Fire-engine red. Egg-yolk yellow. Christmas-tree green.
The palettes of this year’s potential Oscar contenders can be summed up in one word: Bold.
“Everybody on Pedro’s sets ends up wearing really strong colors,” said Inbal Weinberg, the production designer who dreamed up the striking, primary color-heavy visual aesthetic for Pedro Almodóvar’s euthanasia drama, “The Room Next Door.”
We spoke with the costume, production and makeup designers for three of this year’s potential Oscar contenders — “The Substance,” “The Room Next Door” and “Wicked” — about choosing just the right shades, creating striking sets and costumes that don’t overwhelm the story and finding the secret ingredient for Elphaba’s green makeup.
Red: ‘The Room Next Door’
Even though the “The Room Next Door” tells a downbeat tale — about Ingrid (Julianne Moore) and her dying friend, Martha (Tilda Swinton) — the screen is bursting with vibrant tomato reds and electric lime greens.

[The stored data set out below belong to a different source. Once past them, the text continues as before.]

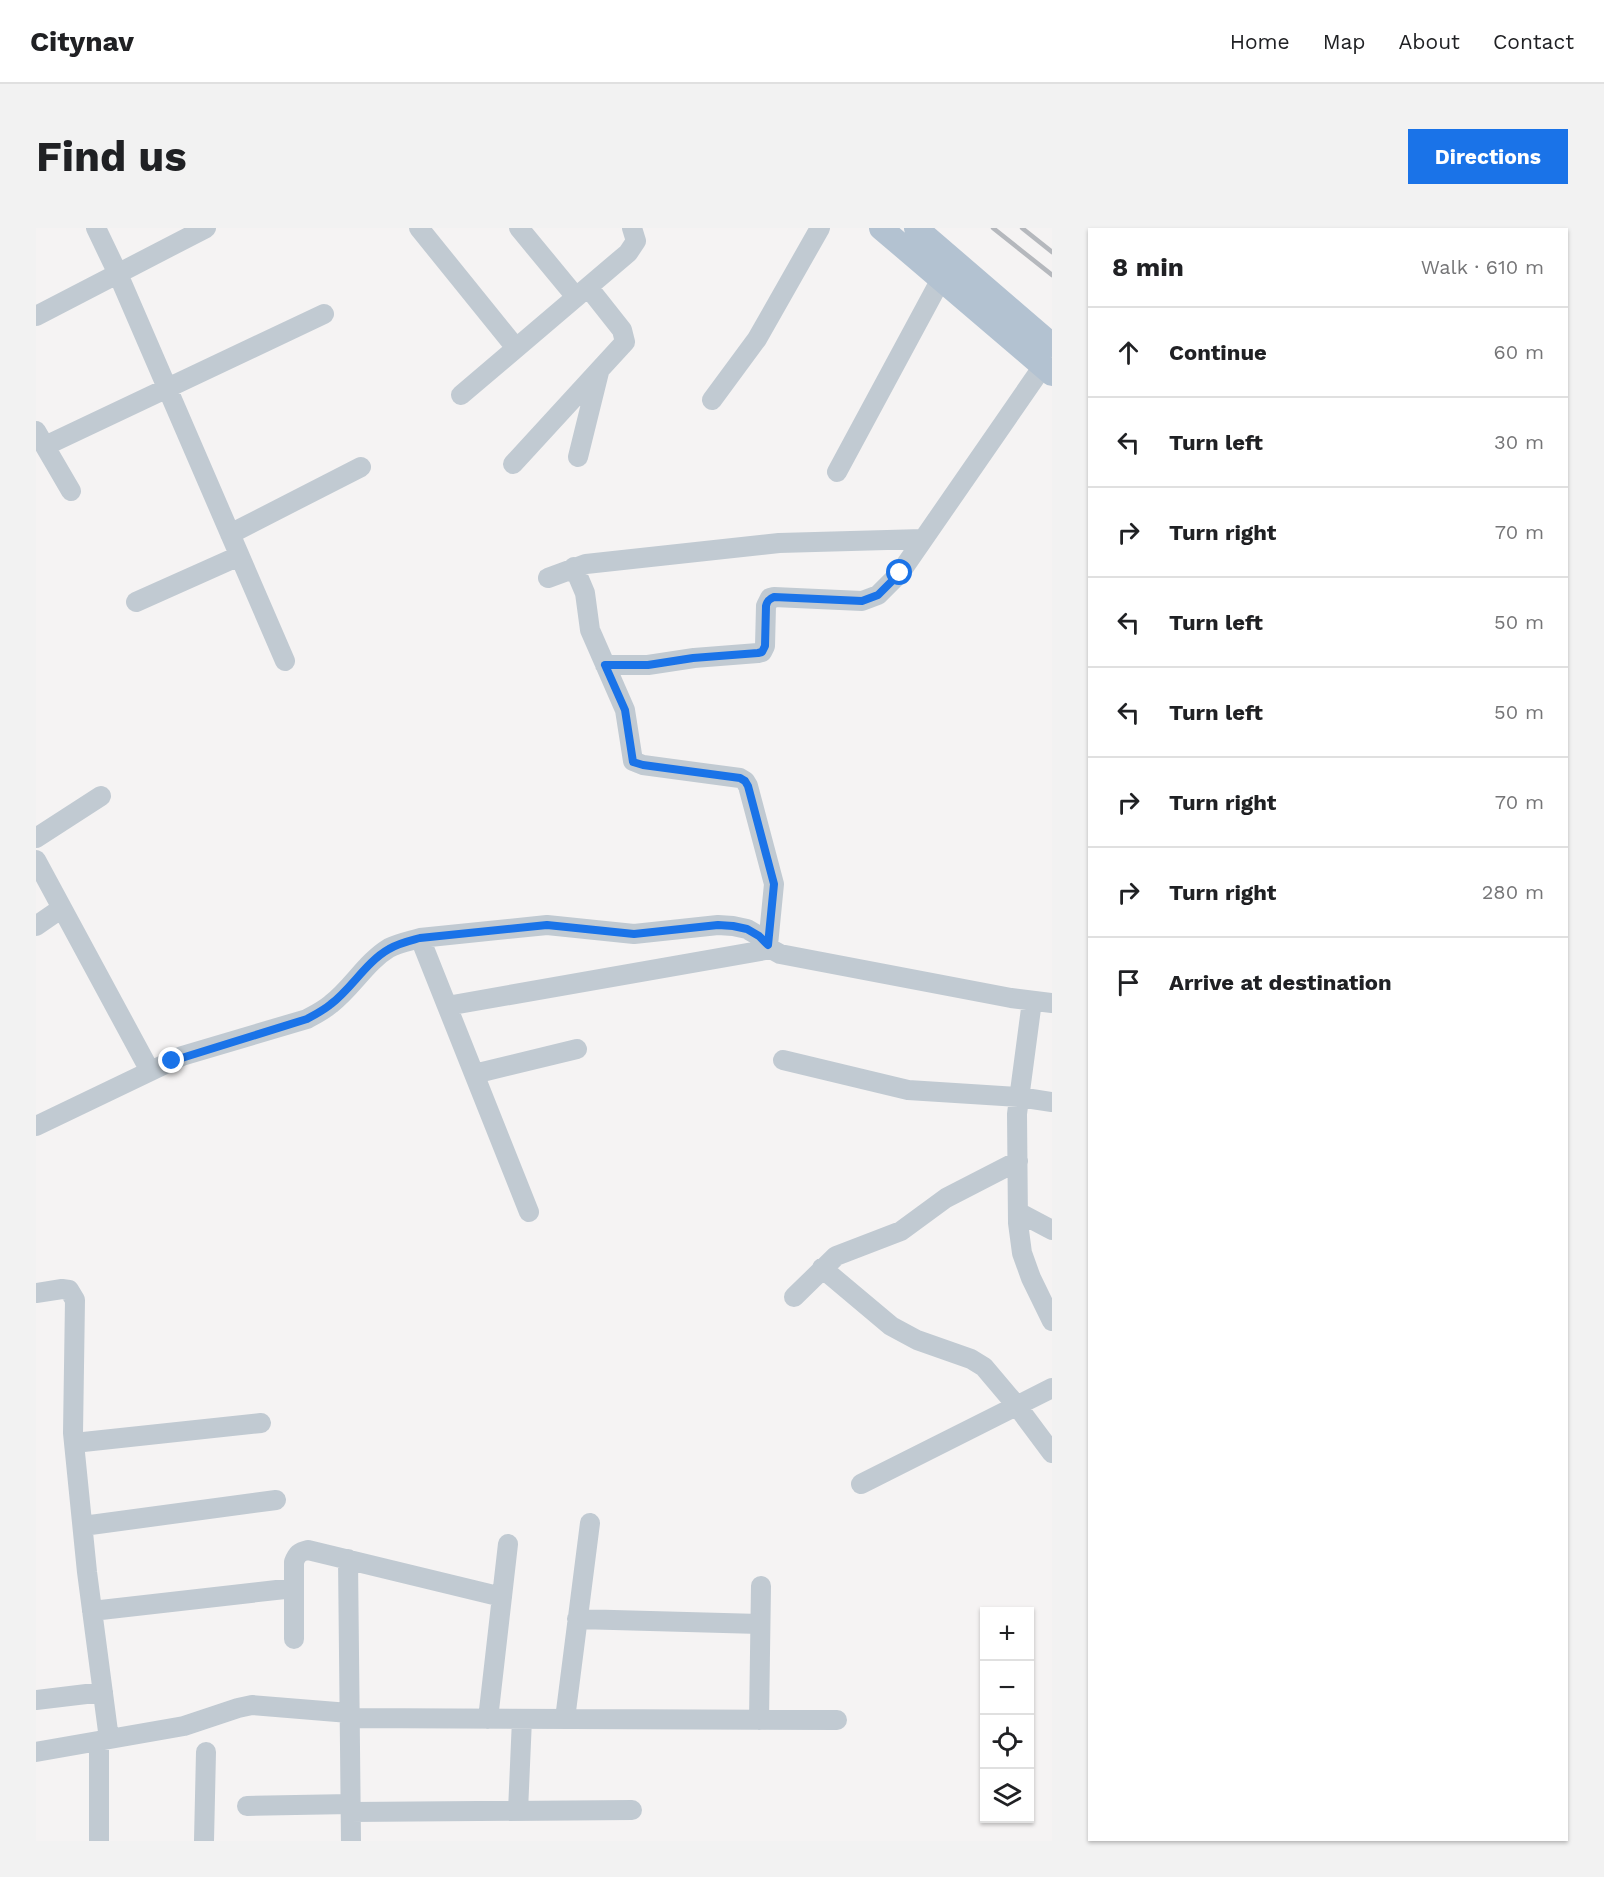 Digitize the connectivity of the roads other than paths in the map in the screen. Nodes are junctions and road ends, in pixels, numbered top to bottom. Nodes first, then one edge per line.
1 (96, 228) edge
2 (206, 228) edge
3 (419, 228) edge
4 (519, 228) edge
5 (632, 228) edge
6 (820, 228) edge
7 (881, 228) edge
8 (916, 228) edge
9 (118, 274) junction
10 (941, 279) junction
11 (582, 292) junction
12 (324, 314) dead end
13 (36, 316) edge
14 (516, 348) junction
15 (1050, 360) edge
16 (599, 371) junction
17 (166, 389) junction
18 (461, 395) dead end
19 (712, 400) dead end
20 (40, 439) edge
21 (578, 457) dead end
22 (513, 464) dead end
23 (361, 467) dead end
24 (837, 472) dead end
25 (71, 491) dead end
26 (230, 534) junction
27 (923, 539) junction
28 (239, 556) junction
29 (574, 567) junction
30 (548, 578) dead end
31 (136, 602) dead end
32 (285, 661) dead end
33 (605, 665) junction
34 (101, 796) dead end
35 (36, 838) edge
36 (36, 860) edge
37 (62, 908) junction
38 (36, 926) edge
39 (420, 938) junction
40 (769, 947) junction
41 (1042, 1002) edge
42 (447, 1006) junction
43 (577, 1049) dead end
44 (783, 1060) dead end
45 (150, 1071) junction
46 (474, 1074) junction
47 (1019, 1097) junction
48 (1052, 1102) edge
49 (36, 1126) edge
50 (1017, 1161) junction
51 (529, 1212) dead end
52 (1018, 1212) junction
53 (1052, 1230) edge
54 (822, 1268) junction
55 (36, 1293) edge
56 (794, 1297) dead end
57 (1052, 1321) edge
58 (1052, 1388) edge
59 (1017, 1406) junction
60 (261, 1423) dead end
61 (74, 1443) junction
62 (1052, 1453) edge
63 (861, 1484) dead end
64 (276, 1500) dead end
65 (590, 1523) dead end
66 (82, 1526) junction
67 (508, 1544) dead end
68 (348, 1559) junction
69 (760, 1586) dead end
70 (294, 1588) junction
71 (502, 1597) junction
72 (92, 1611) junction
73 (577, 1619) junction
74 (760, 1624) junction
75 (294, 1639) dead end
76 (103, 1692) junction
77 (36, 1700) edge
78 (349, 1715) junction
79 (488, 1719) junction
80 (522, 1719) junction
81 (565, 1719) junction
82 (759, 1720) junction
83 (837, 1720) dead end
84 (104, 1740) junction
85 (36, 1752) edge
86 (206, 1752) dead end
87 (247, 1806) dead end
88 (351, 1808) junction
89 (632, 1810) dead end
90 (518, 1811) junction
91 (99, 1841) edge
92 (204, 1841) edge
93 (351, 1841) edge

1 - 9 street
2 - 9 street
3 - 14 street
4 - 11 street
5 - 11 street
6 - 19 street
7 - 10 main road
8 - 15 main road
9 - 13 street
9 - 17 street
10 - 15 main road
10 - 24 street
11 - 14 street
11 - 16 street
12 - 17 street
14 - 18 street
15 - 27 street
16 - 21 street
16 - 22 street
17 - 20 street
17 - 26 street
20 - 25 street
23 - 26 street
26 - 28 street
27 - 29 street
27 - 33 street
28 - 31 street
28 - 32 street
29 - 30 street
29 - 33 street
33 - 40 street
34 - 35 street
36 - 37 street
37 - 38 street
37 - 45 street
39 - 40 street
39 - 42 street
39 - 45 street
40 - 41 street
40 - 42 street
41 - 47 street
42 - 46 street
43 - 46 street
44 - 47 street
45 - 49 street
46 - 51 street
47 - 48 street
47 - 50 street
50 - 52 street
50 - 54 street
52 - 53 street
52 - 57 street
54 - 56 street
54 - 59 street
55 - 61 street
58 - 59 street
59 - 62 street
59 - 63 street
60 - 61 street
61 - 66 street
64 - 66 street
65 - 73 street
66 - 72 street
67 - 71 street
68 - 70 street
68 - 71 street
68 - 78 street
69 - 74 street
70 - 72 street
70 - 75 street
71 - 79 street
72 - 76 street
73 - 74 street
73 - 81 street
74 - 82 street
76 - 77 street
76 - 84 street
78 - 79 street
78 - 84 street
78 - 88 street
79 - 80 street
80 - 81 street
80 - 90 street
81 - 82 street
82 - 83 street
84 - 85 street
84 - 91 street
86 - 92 street
87 - 88 street
88 - 90 street
88 - 93 street
89 - 90 street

“It was important to Pedro not to go into the cliché universe in which, if you’re telling a really dark story, you also have these demure interiors or a drab color palette,” said Weinberg, who worked with Almodóvar to create eye-catching monochromatic sets (like a red kitchen, with a red counter, bowls, apples, strawberries and even a phone lock screen).